Mendengar pernyataan itu, Pak Ustaz jelas
tidak terima. Dia merasa telah mengajarkan agama kepada warga sekitar dengan
baik dan yakin keimanan warga di sini sangatlah kuat.
“Buktinya, Pak RT, warga di sini tidak
pernah alfa merayakan hari besar Islam. Yang mengisi pun, selalu kiai-kiai
besar. Belum lagi, anak muda di sini juga setiap pekan selalu hadir di majelis
taklim yang dipimpin oleh habib besar. Anak saya biasanya memimpin rombongan
paling depan. Pak RT dan Pak Guru sering lihat kan bendera besar mereka?” tanya
Pak Ustaz. Semua orang yang ada di situ mengangguk, tanda setuju dengan apa
yang dikatakan Pak Ustaz.
“Ini pasti ulah warga luar, Pak!” kata
Kardiman yakin.
“Hus! Jangan asal tuduh kau, Man!” kata
Warso.
Namun Kardiman yakin ini pasti ulah warga
kampung sebelah. Ia menyimpulkan setelah mendengar yang dikatakan tiga orang
yang sedang lari pagi itu.
Setelah semua yang ada di situ yakin bahwa
orang tua bayi ini adalah warga kampung sebelah, Pak RT berinisiatif untuk
membawanya ke panti asuhan yang berada tak jauh dari tempat tinggalnya. Namun
baru saja dia mengangkat kardus itu dengan kedua tangannya, ponselnya berdering
keras sekali. Dia meminta Warso untuk mengambilkan ponsel itu di dalam saku
bajunya. Selain itu, setelah melihat nama istrinya di layar ponsel, dia meminta
Warso menekan tombol speaker agar dia
bisa mendengar jelas suara istrinya dengan tetap dipegangi Warso.
“Pak,
Bapak di mana? Cepat pulang, Pak!” suara Bu RT di seberang sana.
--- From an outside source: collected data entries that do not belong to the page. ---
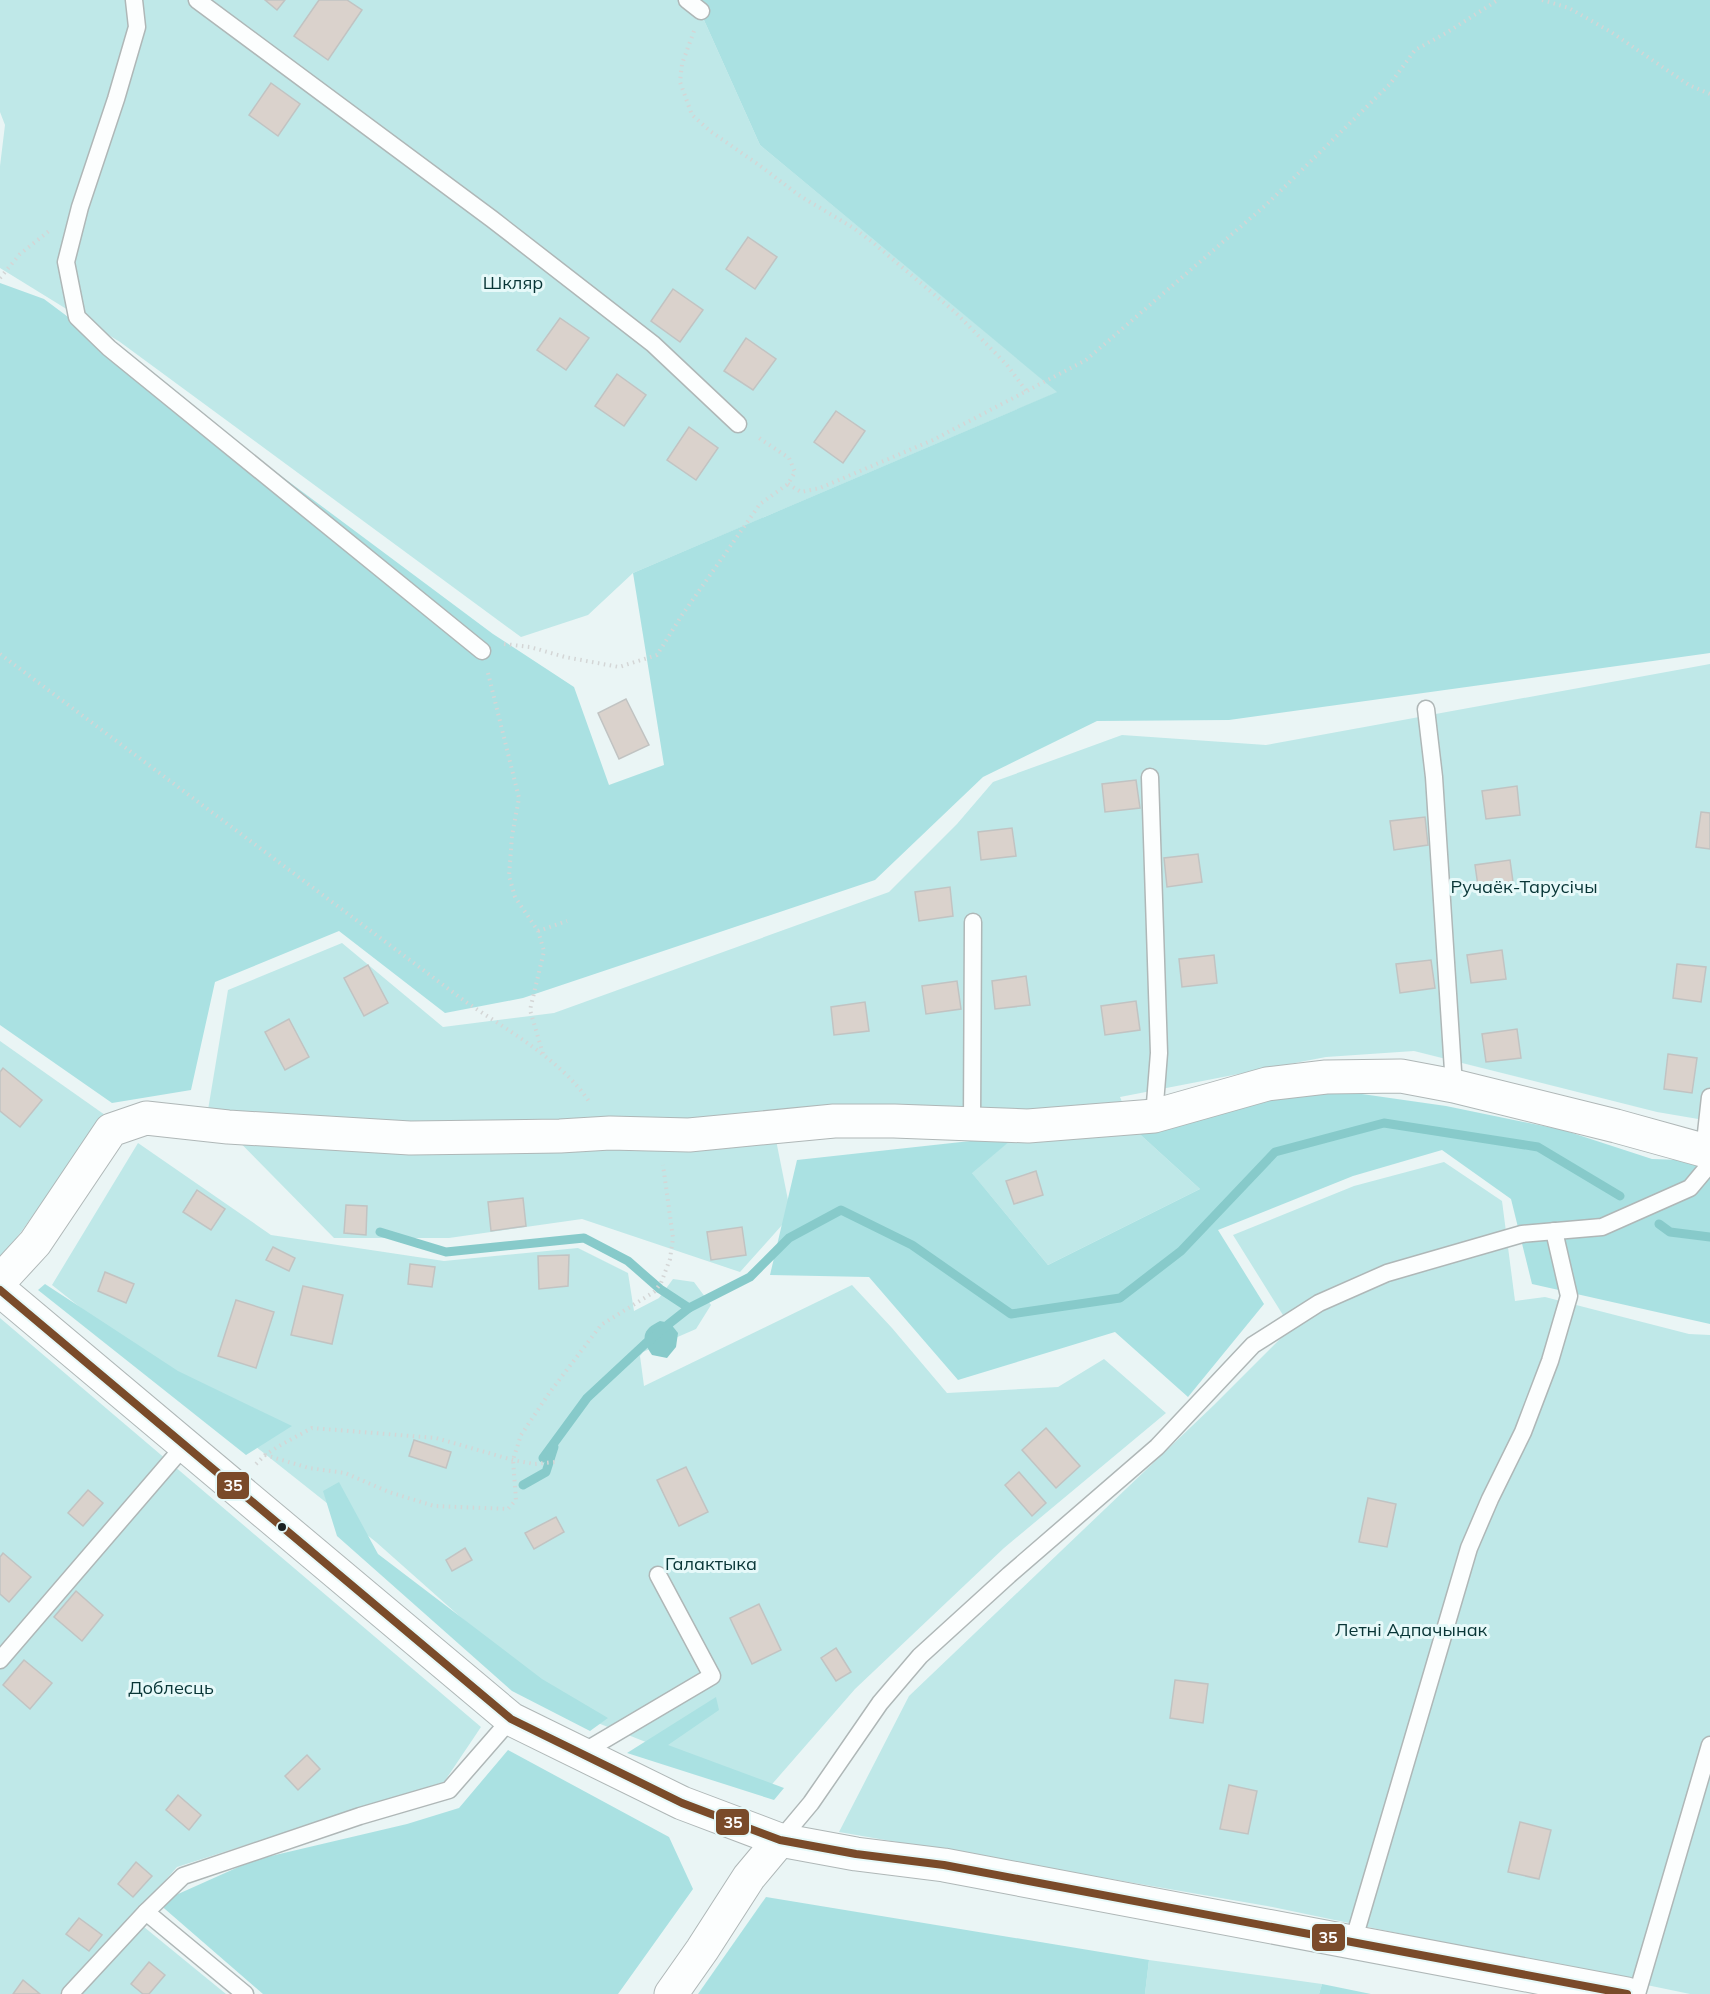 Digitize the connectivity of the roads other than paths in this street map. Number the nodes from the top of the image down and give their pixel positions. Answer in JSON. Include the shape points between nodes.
{"nodes":[{"id":1,"x":134,"y":0,"type":"edge"},
{"id":2,"x":197,"y":0,"type":"edge"},
{"id":3,"x":687,"y":0,"type":"edge"},
{"id":4,"x":701,"y":11,"type":"road end"},
{"id":5,"x":738,"y":424,"type":"road end"},
{"id":6,"x":482,"y":651,"type":"road end"},
{"id":7,"x":1426,"y":709,"type":"dead end"},
{"id":8,"x":1150,"y":777,"type":"dead end"},
{"id":9,"x":974,"y":922,"type":"dead end"},
{"id":10,"x":1454,"y":1086,"type":"junction"},
{"id":11,"x":1710,"y":1097,"type":"edge"},
{"id":12,"x":1154,"y":1116,"type":"junction"},
{"id":13,"x":972,"y":1124,"type":"junction"},
{"id":14,"x":1708,"y":1156,"type":"edge"},
{"id":15,"x":1554,"y":1231,"type":"junction"},
{"id":16,"x":0,"y":1281,"type":"edge"},
{"id":17,"x":0,"y":1290,"type":"edge"},
{"id":18,"x":185,"y":1445,"type":"junction"},
{"id":19,"x":658,"y":1575,"type":"dead end"},
{"id":20,"x":0,"y":1660,"type":"edge"},
{"id":21,"x":511,"y":1719,"type":"junction"},
{"id":22,"x":1710,"y":1745,"type":"edge"},
{"id":23,"x":580,"y":1754,"type":"junction"},
{"id":24,"x":780,"y":1840,"type":"junction"},
{"id":25,"x":146,"y":1912,"type":"junction"},
{"id":26,"x":1353,"y":1942,"type":"junction"},
{"id":27,"x":70,"y":1994,"type":"edge"},
{"id":28,"x":245,"y":1994,"type":"edge"},
{"id":29,"x":671,"y":1994,"type":"edge"},
{"id":30,"x":1627,"y":1994,"type":"edge"},
{"id":31,"x":1637,"y":1994,"type":"edge"}],
"edges":[{"from":1,"to":6,"type":"lane","via":[[136,27],[66,262],[77,317],[109,348]]},
{"from":2,"to":5,"type":"lane","via":[[653,344]]},
{"from":3,"to":4,"type":"lane"},
{"from":7,"to":10,"type":"lane","via":[[1435,789]]},
{"from":8,"to":12,"type":"lane","via":[[1159,1053]]},
{"from":9,"to":13,"type":"lane"},
{"from":10,"to":12,"type":"street","via":[[1401,1076],[1326,1077],[1267,1083]]},
{"from":10,"to":14,"type":"street","via":[[1616,1126]]},
{"from":11,"to":14,"type":"lane"},
{"from":12,"to":13,"type":"street","via":[[1028,1126]]},
{"from":13,"to":16,"type":"street","via":[[834,1121],[689,1135],[410,1138],[146,1118],[111,1130],[34,1243]]},
{"from":14,"to":15,"type":"lane","via":[[1690,1188],[1602,1227]]},
{"from":15,"to":24,"type":"lane","via":[[1522,1234],[1387,1274],[1319,1303],[1253,1345],[1157,1447],[920,1656],[880,1703],[811,1803]]},
{"from":15,"to":26,"type":"lane","via":[[1569,1296],[1523,1432],[1469,1548]]},
{"from":17,"to":18,"type":"street"},
{"from":18,"to":20,"type":"lane"},
{"from":18,"to":21,"type":"street"},
{"from":19,"to":23,"type":"lane","via":[[712,1676]]},
{"from":21,"to":23,"type":"street"},
{"from":21,"to":25,"type":"lane","via":[[449,1790],[183,1876]]},
{"from":22,"to":31,"type":"lane"},
{"from":23,"to":24,"type":"street","via":[[682,1803]]},
{"from":24,"to":26,"type":"street","via":[[944,1865]]},
{"from":24,"to":29,"type":"street","via":[[749,1877]]},
{"from":25,"to":27,"type":"lane"},
{"from":25,"to":28,"type":"lane"},
{"from":26,"to":30,"type":"street"}]}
“Ada apa, Bu?” tanya Pak RT terlihat
panik.
“Anak
kita kekurangan darah, Pak. Darah terus mengalir dari kemaluannya. Ternyata dia
baru saja melahirkan anak dan membuangnya entah di mana.”
Semua orang yang ada di situ saling tatap.
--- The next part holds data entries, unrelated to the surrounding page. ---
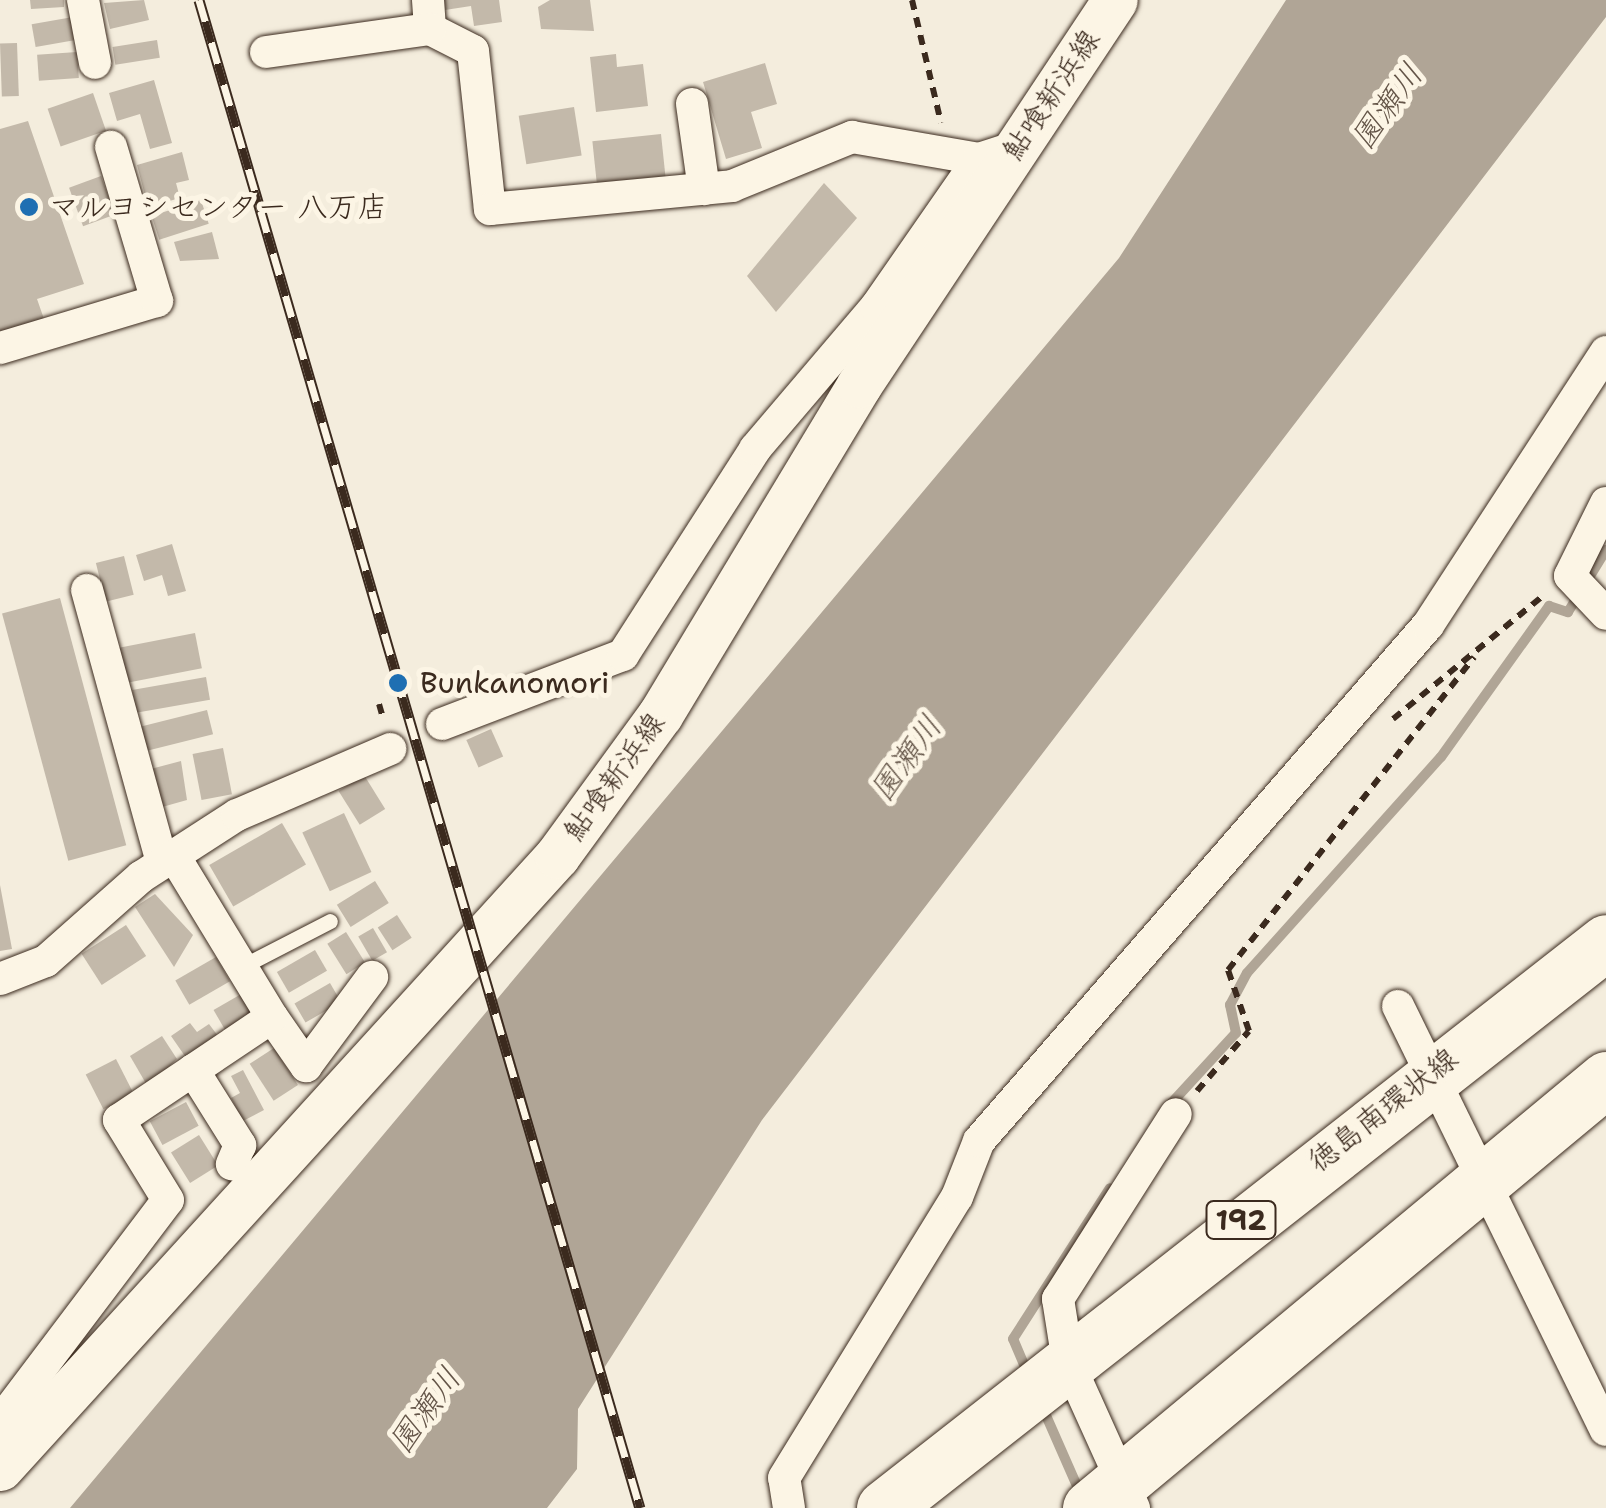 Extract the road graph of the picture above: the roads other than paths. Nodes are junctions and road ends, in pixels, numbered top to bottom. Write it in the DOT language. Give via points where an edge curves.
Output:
graph roads {
  1 [pos="83,0"];
  2 [pos="1114,0"];
  3 [pos="429,14"];
  4 [pos="266,52"];
  5 [pos="95,63"];
  6 [pos="692,104"];
  7 [pos="110,147"];
  8 [pos="981,153"];
  9 [pos="704,189"];
  10 [pos="0,348"];
  11 [pos="1606,352"];
  12 [pos="1606,503"];
  13 [pos="86,590"];
  14 [pos="1606,614"];
  15 [pos="442,724"];
  16 [pos="390,749"];
  17 [pos="168,860"];
  18 [pos="330,922"];
  19 [pos="1606,942"];
  20 [pos="242,966"];
  21 [pos="372,977"];
  22 [pos="0,979"];
  23 [pos="1398,1006"];
  24 [pos="272,1016"];
  25 [pos="194,1070"];
  26 [pos="1429,1073"];
  27 [pos="1606,1079"];
  28 [pos="1176,1114"];
  29 [pos="232,1164"];
  30 [pos="1479,1183"];
  31 [pos="1068,1362"];
  32 [pos="0,1422"];
  33 [pos="1606,1430"];
  34 [pos="0,1468"];
  35 [pos="1115,1499"];
  36 [pos="789,1508"];
  37 [pos="884,1508"];
  1 -- 5 [label="street"];
  2 -- 8 [label="main road, 鮎喰新浜線"];
  3 -- 4 [label="street"];
  3 -- 9 [label="street" via="472,51 490,209"];
  6 -- 9 [label="street"];
  7 -- 10 [label="street" via="157,302"];
  8 -- 9 [label="street" via="852,137"];
  8 -- 15 [label="street" via="876,307 755,448 623,655"];
  8 -- 34 [label="main road, 鮎喰新浜線" via="859,385 660,715 556,856"];
  11 -- 36 [label="street" via="1416,640 979,1141 957,1197 784,1478"];
  12 -- 14 [label="street" via="1570,576"];
  13 -- 17 [label="street"];
  16 -- 17 [label="street" via="237,815"];
  17 -- 20 [label="street"];
  17 -- 22 [label="street" via="46,962"];
  18 -- 20 [label="lane"];
  19 -- 26 [label="highway, 徳島南環状線 / 192"];
  20 -- 24 [label="street"];
  21 -- 24 [label="street" via="306,1066"];
  23 -- 26 [label="street"];
  24 -- 25 [label="street"];
  25 -- 29 [label="street" via="240,1145"];
  25 -- 32 [label="street" via="119,1120 168,1200"];
  26 -- 30 [label="street"];
  26 -- 31 [label="highway, 徳島南環状線 / 192"];
  27 -- 30 [label="highway"];
  28 -- 31 [label="street" via="1058,1299"];
  30 -- 33 [label="street"];
  30 -- 35 [label="highway"];
  31 -- 35 [label="street"];
  31 -- 37 [label="highway, 徳島南環状線 / 192"];
}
Pak RT tak bicara apa pun. Dia kemudian menunduk dan melihat bayi yang ada di
dalam kardus yang dipegangnya.
“Anak
kita dihamili oleh Slamet, Pak! Anak Ustaz,” kata Bu RT yang kemudian
diikuti suara tangisan.
Pak RT menatap Pak Ustaz. Pak Ustaz hanya
bisa melongo membalas tatapan Pak RT.
“Jadi, ini bayi siapa?” tanya Warso ketika
semua terdiam.
“Saya pikir, Wati memang gemukan sekarang.
Ealah, saya ketipu. Ayo, Pak, bawa ke rumah Bapak saja,” kata Pak Guru sambil
merangkulkan tangan ke bahu Pak RT dan mengajaknya berjalan.